What is being asked —
What you return must match the records word for word, except that pictures are dropped.

Records from a dataset:
# # # # #

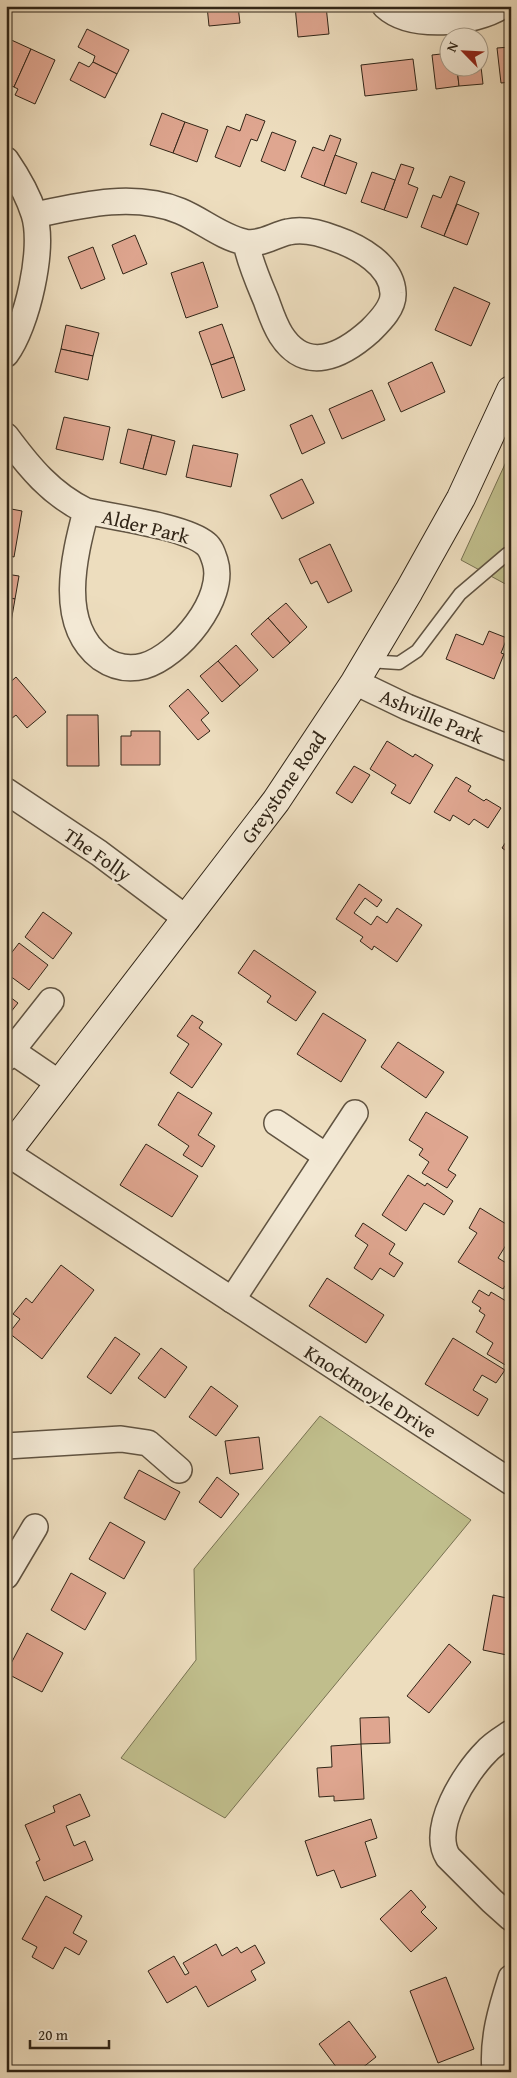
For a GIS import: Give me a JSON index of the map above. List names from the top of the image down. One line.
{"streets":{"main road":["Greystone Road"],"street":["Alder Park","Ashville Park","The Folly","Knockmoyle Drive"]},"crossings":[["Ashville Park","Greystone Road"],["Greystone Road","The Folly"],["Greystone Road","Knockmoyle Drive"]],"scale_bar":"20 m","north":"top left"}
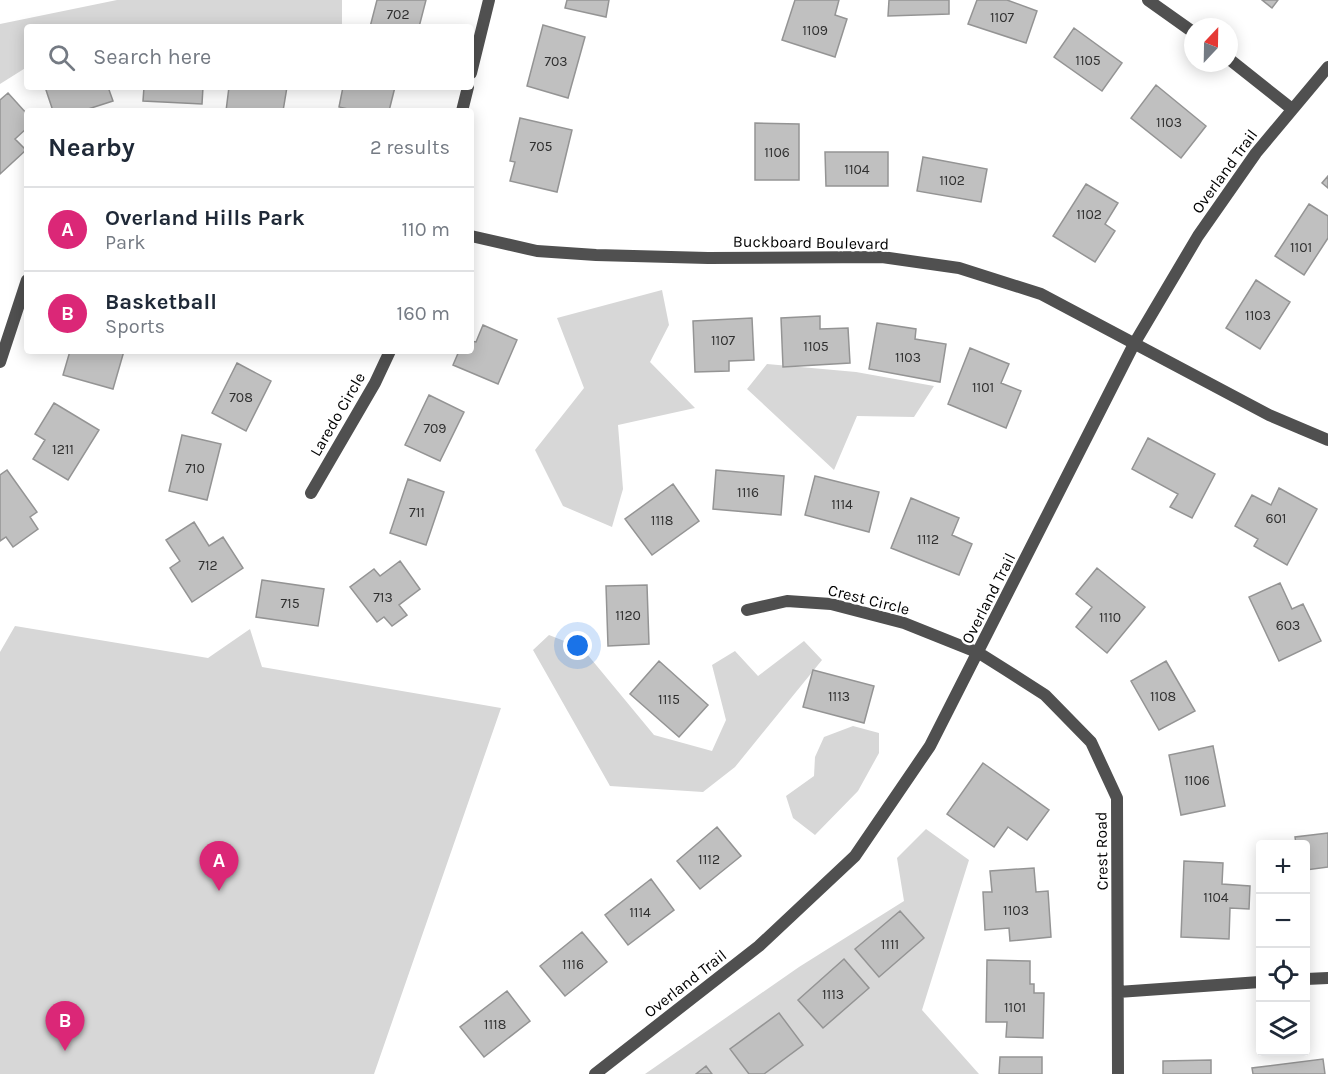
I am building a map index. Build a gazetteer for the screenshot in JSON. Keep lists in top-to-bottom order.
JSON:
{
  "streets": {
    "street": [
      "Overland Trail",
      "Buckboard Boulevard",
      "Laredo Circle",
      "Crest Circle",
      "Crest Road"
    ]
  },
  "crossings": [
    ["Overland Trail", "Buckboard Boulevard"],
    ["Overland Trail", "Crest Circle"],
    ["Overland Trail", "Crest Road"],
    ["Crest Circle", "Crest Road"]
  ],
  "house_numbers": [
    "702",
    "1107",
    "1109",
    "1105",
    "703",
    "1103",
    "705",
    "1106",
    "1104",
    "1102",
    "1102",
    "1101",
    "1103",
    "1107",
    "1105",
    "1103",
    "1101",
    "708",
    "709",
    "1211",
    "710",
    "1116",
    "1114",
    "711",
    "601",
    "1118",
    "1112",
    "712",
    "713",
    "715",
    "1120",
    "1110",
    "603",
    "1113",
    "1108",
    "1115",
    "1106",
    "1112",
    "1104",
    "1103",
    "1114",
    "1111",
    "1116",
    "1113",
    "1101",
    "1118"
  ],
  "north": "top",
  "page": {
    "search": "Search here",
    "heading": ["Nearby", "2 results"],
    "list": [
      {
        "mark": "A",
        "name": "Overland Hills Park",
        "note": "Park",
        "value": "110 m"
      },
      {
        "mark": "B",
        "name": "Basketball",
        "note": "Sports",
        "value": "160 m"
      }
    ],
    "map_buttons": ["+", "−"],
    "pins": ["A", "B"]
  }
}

# # # # #

Response to this task —
For a GIS import: Give me a JSON index of the map above. List names from the top of the image down. One line.
{"streets":{"main road":["Greystone Road"],"street":["Alder Park","Ashville Park","The Folly","Knockmoyle Drive"]},"crossings":[["Ashville Park","Greystone Road"],["Greystone Road","The Folly"],["Greystone Road","Knockmoyle Drive"]],"scale_bar":"20 m","north":"top left"}
I am building a map index. Build a gazetteer for the screenshot in JSON. Keep lists in top-to-bottom order.
JSON:
{
  "streets": {
    "street": [
      "Overland Trail",
      "Buckboard Boulevard",
      "Laredo Circle",
      "Crest Circle",
      "Crest Road"
    ]
  },
  "crossings": [
    ["Overland Trail", "Buckboard Boulevard"],
    ["Overland Trail", "Crest Circle"],
    ["Overland Trail", "Crest Road"],
    ["Crest Circle", "Crest Road"]
  ],
  "house_numbers": [
    "702",
    "1107",
    "1109",
    "1105",
    "703",
    "1103",
    "705",
    "1106",
    "1104",
    "1102",
    "1102",
    "1101",
    "1103",
    "1107",
    "1105",
    "1103",
    "1101",
    "708",
    "709",
    "1211",
    "710",
    "1116",
    "1114",
    "711",
    "601",
    "1118",
    "1112",
    "712",
    "713",
    "715",
    "1120",
    "1110",
    "603",
    "1113",
    "1108",
    "1115",
    "1106",
    "1112",
    "1104",
    "1103",
    "1114",
    "1111",
    "1116",
    "1113",
    "1101",
    "1118"
  ],
  "north": "top",
  "page": {
    "search": "Search here",
    "heading": ["Nearby", "2 results"],
    "list": [
      {
        "mark": "A",
        "name": "Overland Hills Park",
        "note": "Park",
        "value": "110 m"
      },
      {
        "mark": "B",
        "name": "Basketball",
        "note": "Sports",
        "value": "160 m"
      }
    ],
    "map_buttons": ["+", "−"],
    "pins": ["A", "B"]
  }
}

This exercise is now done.